How to show $\int_0^1 \left( \frac{1}{\ln(1+x)} - \frac{1}{x} \right) \,dx$ converges?

Question

I need to show that $$\int_0^1 \left( \frac{1}{\ln(1+x)} - \frac{1}{x} \right) \,dx$$ converges, given that $$\lim_{x\rightarrow0^+} \left( \frac{1}{\ln(1+x)} - \frac{1}{x} \right) = \frac{1}{2}$$

I'm not sure how to do this because my text gave a very brief treatment on applying the limit comparison test for the improper integral of the second kind. Here is what I've tried:

I define the test function to be $g(t)=1$. Therefore,

$$\frac{\left( \frac{1}{\ln(1+x)} - \frac{1}{x} \right)}{g(t)} = \left( \frac{1}{\ln(1+x)} - \frac{1}{x} \right) \tag{1}$$

So, $(1)$ tends to $\frac{1}{2}$ as $t$ tends to $0^+$ and $$\int_0^1 g(t) \,dt$$ is convergent. Therefore, by the limit comparison test, the given integral is convergent.

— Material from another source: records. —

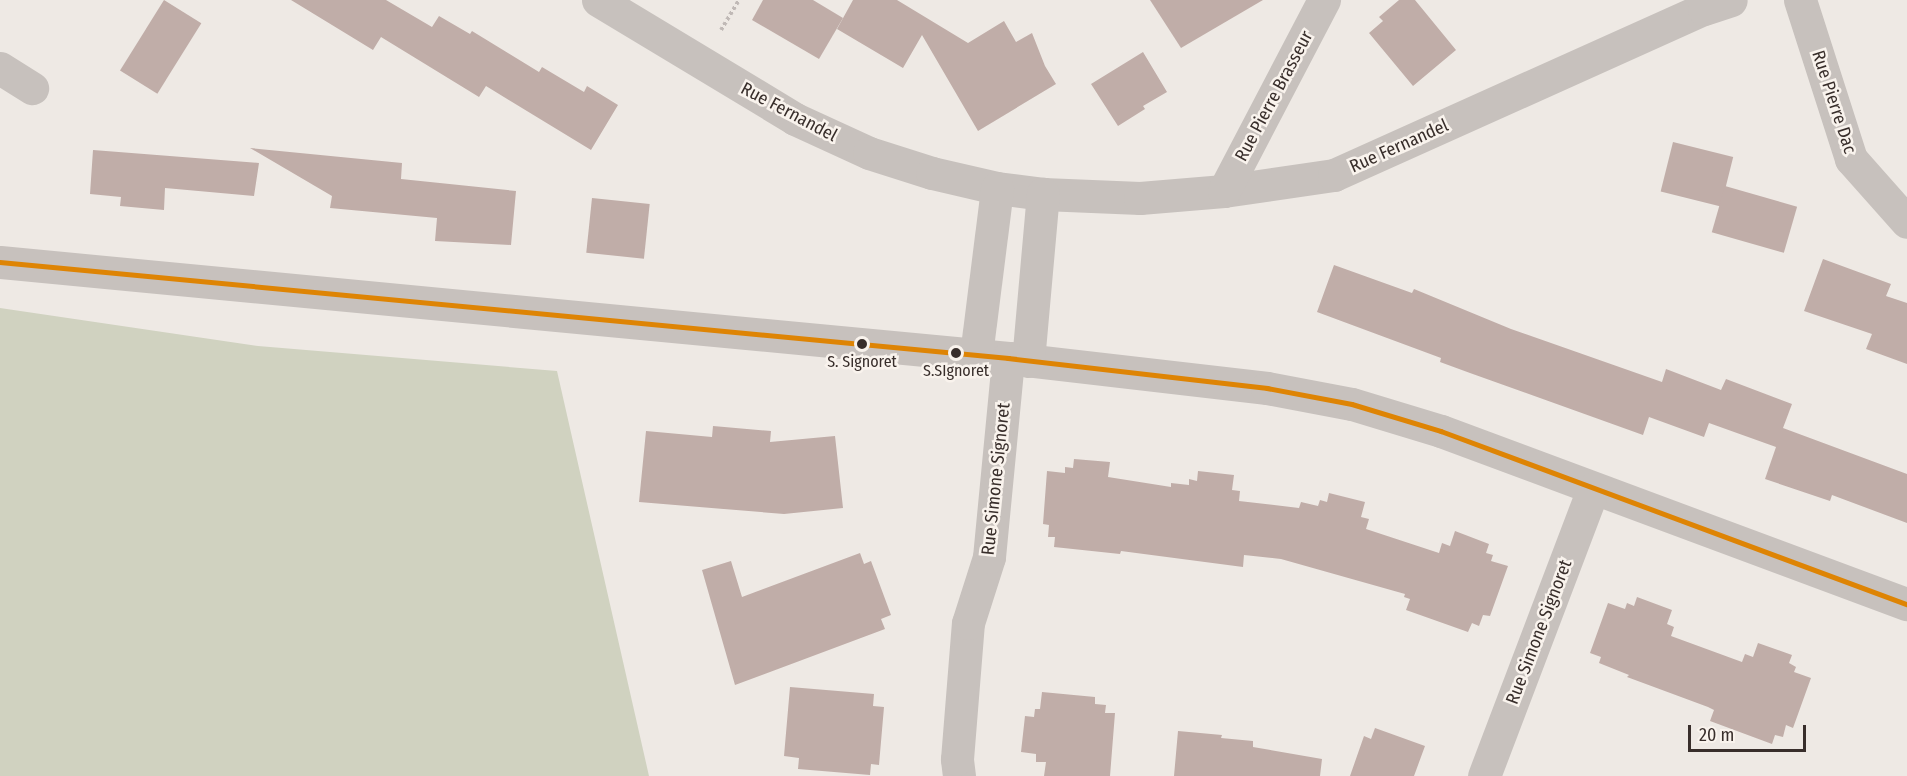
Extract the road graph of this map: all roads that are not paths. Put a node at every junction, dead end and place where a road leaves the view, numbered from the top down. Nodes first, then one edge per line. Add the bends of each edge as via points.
1 (598, 0) edge
2 (1324, 0) edge
3 (1731, 0) edge
4 (1800, 0) edge
5 (0, 68) edge
6 (32, 88) dead end
7 (997, 188) junction
8 (1224, 191) junction
9 (1043, 194) junction
10 (1907, 222) edge
11 (0, 262) edge
12 (1004, 358) junction
13 (1593, 489) junction
14 (1907, 604) edge
15 (959, 776) edge
16 (1484, 776) edge

1 - 7 street, Rue Fernandel via 795,119 869,153
2 - 8 street, Rue Pierre Brasseur
3 - 8 street, Rue Fernandel via 1334,175
4 - 10 street, Rue Pierre Dac via 1851,159
5 - 6 street
7 - 9 street, Rue Fernandel
7 - 12 street
8 - 9 street, Rue Fernandel via 1140,198
9 - 12 street
11 - 12 street
12 - 13 street via 1267,388 1352,404 1441,430
12 - 15 street, Rue Simone Signoret via 989,556 968,623
13 - 14 street
13 - 16 street, Rue Simone Signoret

Did I do the test correctly?

EDIT

My text's solution (which I find to be vague) is:

What does 'repair' the integrand mean?

Answer 1

I'll give a more general answer, which should explain what “repairing the function” means.

Suppose $f$ is a continuous function defined on the interval $(a,b]$ (where $a<b$) and that $$ \lim_{x\to a^+}f(x)=r $$ is finite.

Define $g(x)=f(x)$ for $a<x\le b$ and $g(a)=r$. Then $g$ is a continuous function on $[a,b]$. Set \begin{align} F(x)&=\int_{x}^b f(t)\,dt &&\text{for $x\in(a,b]$}\\ G(x)&=\int_{x}^b g(t)\,dt &&\text{for $x\in[a,b]$} \end{align} The two functions $F$ and $G$ are continuous (even differentiable, by the fundamental theorem of calculus) and coincide on $(a,b]$, so $$ \lim_{x\to a^+}F(x)=\lim_{x\to a^+}G(x)=G(a) $$

Answer 2

For first, $\frac{1}{\log(1+x)}-\frac{1}{x}$ is continuous on $\mathbb{R}^+$. Now:

$$ \lim_{x\to 0^+}\left(\frac{1}{\log(1+x)}-\frac{1}{x}\right) = \lim_{x\to 0^+}\frac{x-\log(1+x)}{x\log(1+x)} = \lim_{x\to 0^+}\frac{\frac{x^2}{2}+O(x^3)}{x^2+O(x^3)}=\frac{1}{2}$$ hence $f(x)$ is continuous and bounded over $(0,1)$, and that implies that $f(x)$ is integrable.

Answer 3

I do not know if this is the kind of answer you expect; so, forgive me if I am off-topic.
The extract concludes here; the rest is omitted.